There are a million confessions lingering in the belly of the cave. Each is tucked away in the bones of the shops with their gaping jaw-doors and their windows glittering like eyes in the face of a corpse. Thana can read them all. To her they whisper of suffering, and of dead wishes in fire bellies gone cold, and about monsters who wear upon their brows the false forest crowns of behemoths.
She walks with certainty through the whispering jaw-doors and the stones that tremble beneath her hooves like insects instead of stones. Magic follows in her shadow and each stone flips belly up like a dead fish flopping in want of air as she passes over them. And her eyes do not look down to linger on the belly-up things or on the shop wailing for salvation somewhere past her shoulder.
The only place she looks is ahead, towards the castle, where she can feel the city begging her for something her magic understands more than she does.
Perhaps it is why her eyes pass over Morrigan at first as nothing more than another sort of secret waiting to be unmade with shining eyes and door-gaping jaws. Her stride does not pause, or linger, or do more than fall heavy as the eyelids in the cavern crown, when the mare bellows toward her. And when she turns her head, slowly (so slowly that she must be unnatural), she almost regrets that it is to the mare with her empty threats and a heart roaring in her painted chest.
Thana smiles at the sound of her brashness as much as her magic starts to froth with hungry spit at the lingering scent of soot. Light gathers in her horn when she tilts her head like a hawk instead of a unicorn. Behind them every string holding the glass orbs in the window frays and turns to dust. The wailing store stutters at the sound of them falling (and maybe at the glimmering that shifts over Thana’s eyes when she looks at the shards of glass that have fallen point up).

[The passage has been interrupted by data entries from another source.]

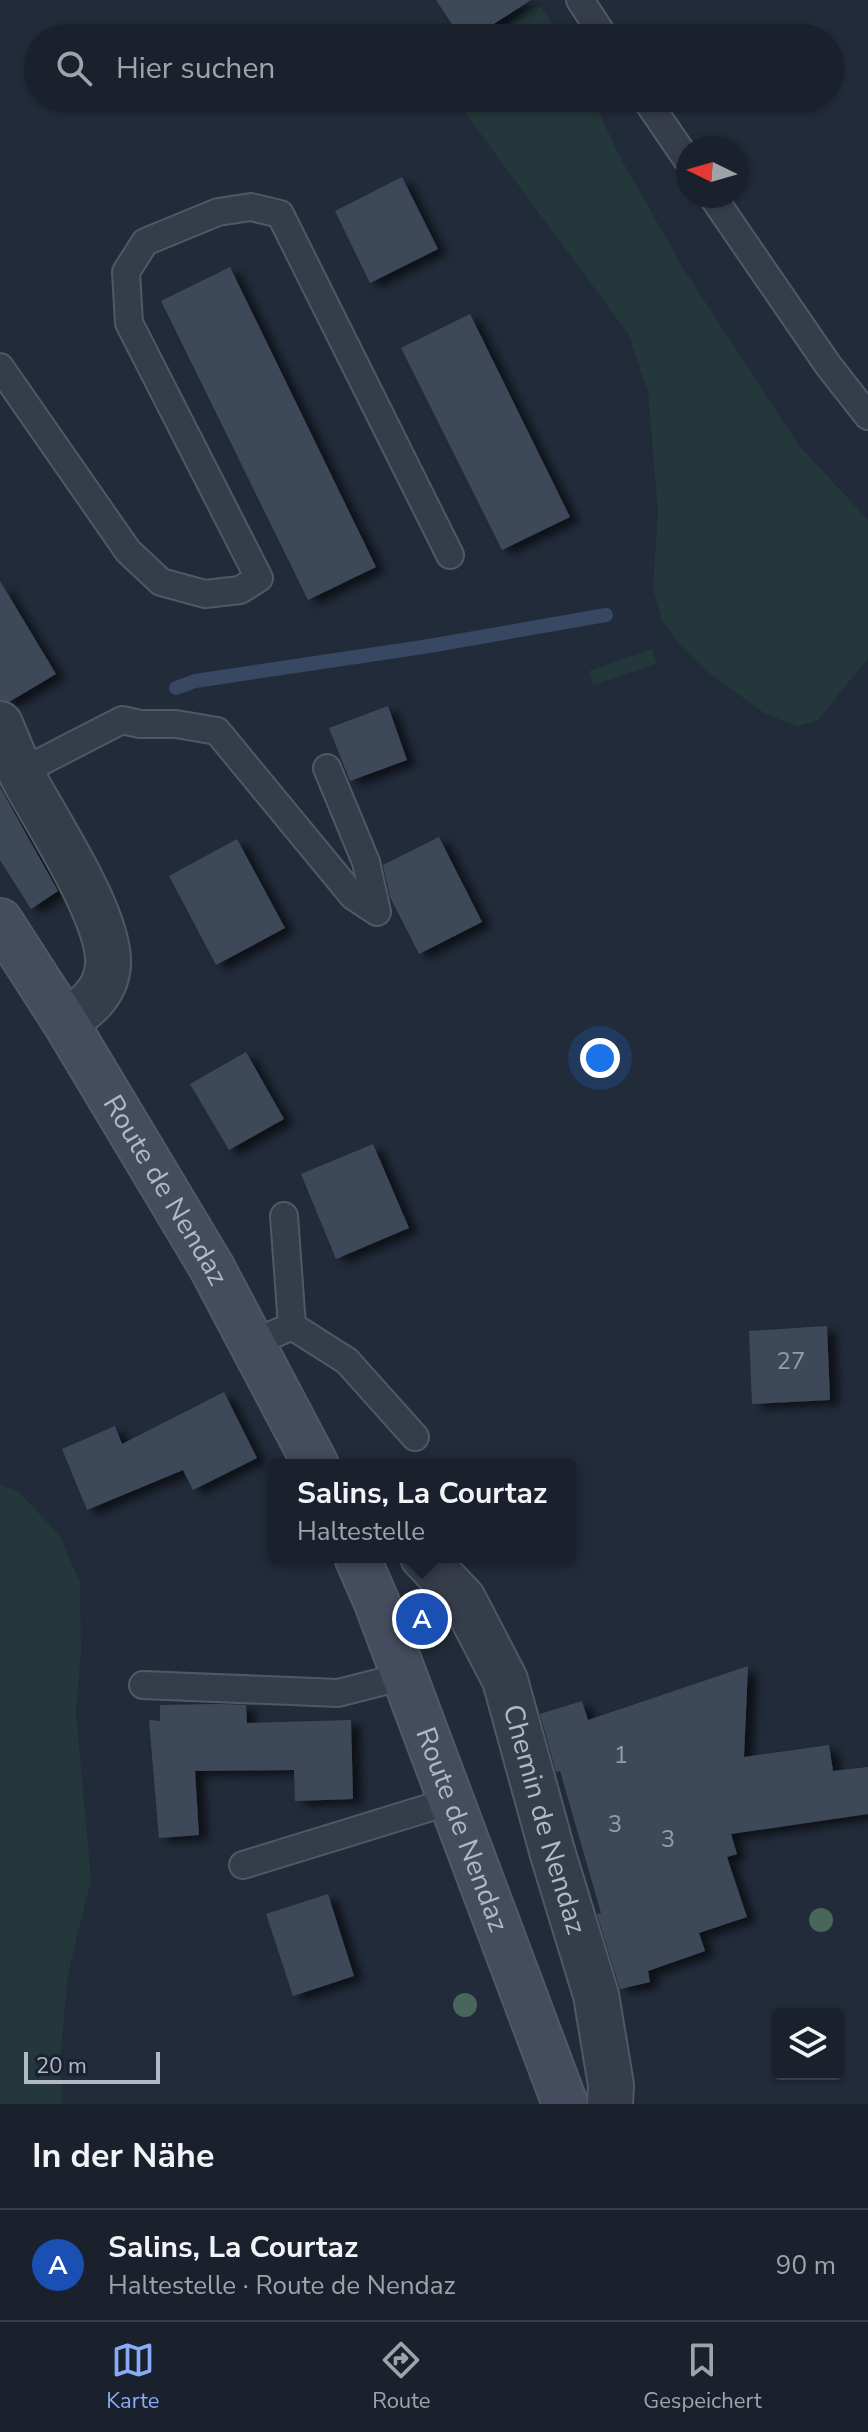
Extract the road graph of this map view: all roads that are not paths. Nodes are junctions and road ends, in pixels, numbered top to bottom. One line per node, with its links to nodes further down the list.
1 (580, 0): 2 (lane)
2 (596, 24)
3 (655, 112): 4 (lane)
4 (676, 143)
5 (720, 208): 7 (lane)
6 (0, 367): 8 (lane)
7 (868, 416)
8 (450, 555)
9 (0, 724): 11 (street)
10 (327, 768): 11 (lane)
11 (21, 772): 13 (street)
12 (0, 921): 13 (main road, Route de Nendaz)
13 (65, 1022): 15 (main road, Route de Nendaz)
14 (284, 1216): 15 (lane)
15 (273, 1335): 16 (lane); 17 (main road, Route de Nendaz)
16 (415, 1437)
17 (314, 1459)
18 (359, 1563): 20 (main road, Route de Nendaz)
19 (429, 1563): 25 (street, Chemin de Nendaz)
20 (405, 1676): 21 (lane); 22 (main road, Route de Nendaz)
21 (143, 1685)
22 (451, 1801): 23 (lane); 24 (main road, Route de Nendaz)
23 (243, 1865)
24 (565, 2104)
25 (610, 2104)

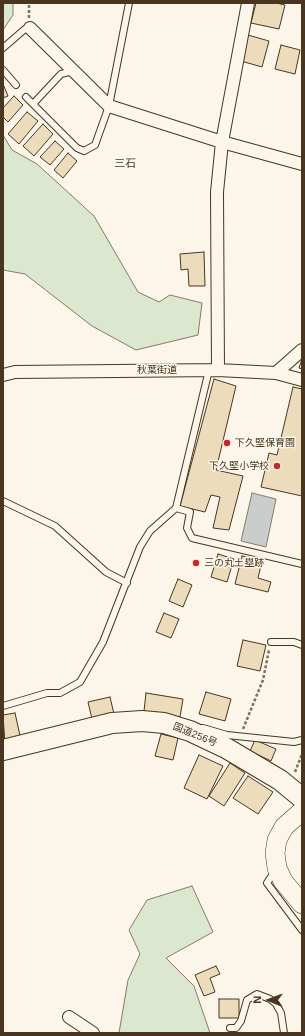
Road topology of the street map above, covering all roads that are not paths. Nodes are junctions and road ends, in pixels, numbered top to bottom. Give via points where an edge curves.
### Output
1 (129, 3) edge
2 (248, 3) edge
3 (30, 28) joint
4 (3, 48) edge
5 (3, 70) edge
6 (73, 71) junction
7 (16, 85) dead end
8 (26, 97) dead end
9 (32, 104) junction
10 (108, 106) junction
11 (222, 142) junction
12 (302, 164) edge
13 (302, 350) edge
14 (214, 370) junction
15 (276, 374) junction
16 (3, 375) edge
17 (302, 380) edge
18 (3, 501) edge
19 (176, 508) junction
20 (302, 564) edge
21 (127, 583) junction
22 (271, 642) road end
23 (302, 645) edge
24 (3, 706) edge
25 (186, 730) junction
26 (302, 740) edge
27 (3, 750) edge
28 (302, 798) edge
29 (302, 811) edge
30 (277, 868) junction
31 (302, 904) edge
32 (302, 930) edge
33 (69, 1017) dead end
34 (230, 1028) dead end
35 (93, 1033) edge
36 (284, 1033) edge

1 - 10 lane
2 - 11 street
3 - 4 lane via 25,29
3 - 6 street
5 - 7 lane
6 - 9 lane via 62,74
6 - 10 street
8 - 9 lane
9 - 10 lane via 77,148 84,151 95,145
10 - 11 street
11 - 12 street
11 - 14 street via 217,192
13 - 15 street
14 - 15 street, 秋葉街道
14 - 16 street, 秋葉街道 via 14,372
14 - 19 lane
15 - 17 street, 秋葉街道
18 - 21 lane via 55,526 106,572
19 - 20 lane via 190,512 187,528 192,538
19 - 21 lane via 150,531 140,548
21 - 24 lane via 103,642 80,682 60,693
22 - 23 lane via 294,642
25 - 26 lane via 192,725 227,735 294,742
25 - 27 highway, 国道256号 via 164,723 112,723
25 - 28 highway, 国道256号 via 226,748 264,770
29 - 30 main road via 284,827 278,840 275,853
30 - 31 main road via 283,882
30 - 32 lane via 267,883
33 - 35 street
34 - 36 lane via 236,1028 241,1021 246,1000 257,994 276,1004 281,1013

Once more her stride does not falter as she moves past the mare, because to stop here in the city with her spitting magic frothing in her belly means death. “You are still hunted instead of hunter if you cannot find a mere girl.” The walls echo her voice back to the raging mare as if each syllable and sound of it is too heavy to hold between all the sorrowful wood and bones. Thana smiles as a monster in winter does at the echoing chime.
She smiles and does not look back at those gleaming glass shards across the jaw-door. Her hooves continue to fall like distant thunder, distant war on a horizon mere horses do not know the name of.
Thana does not stop because the demands of the hunted are nothing more than whippoorwills in the dark ferociousness of her storm.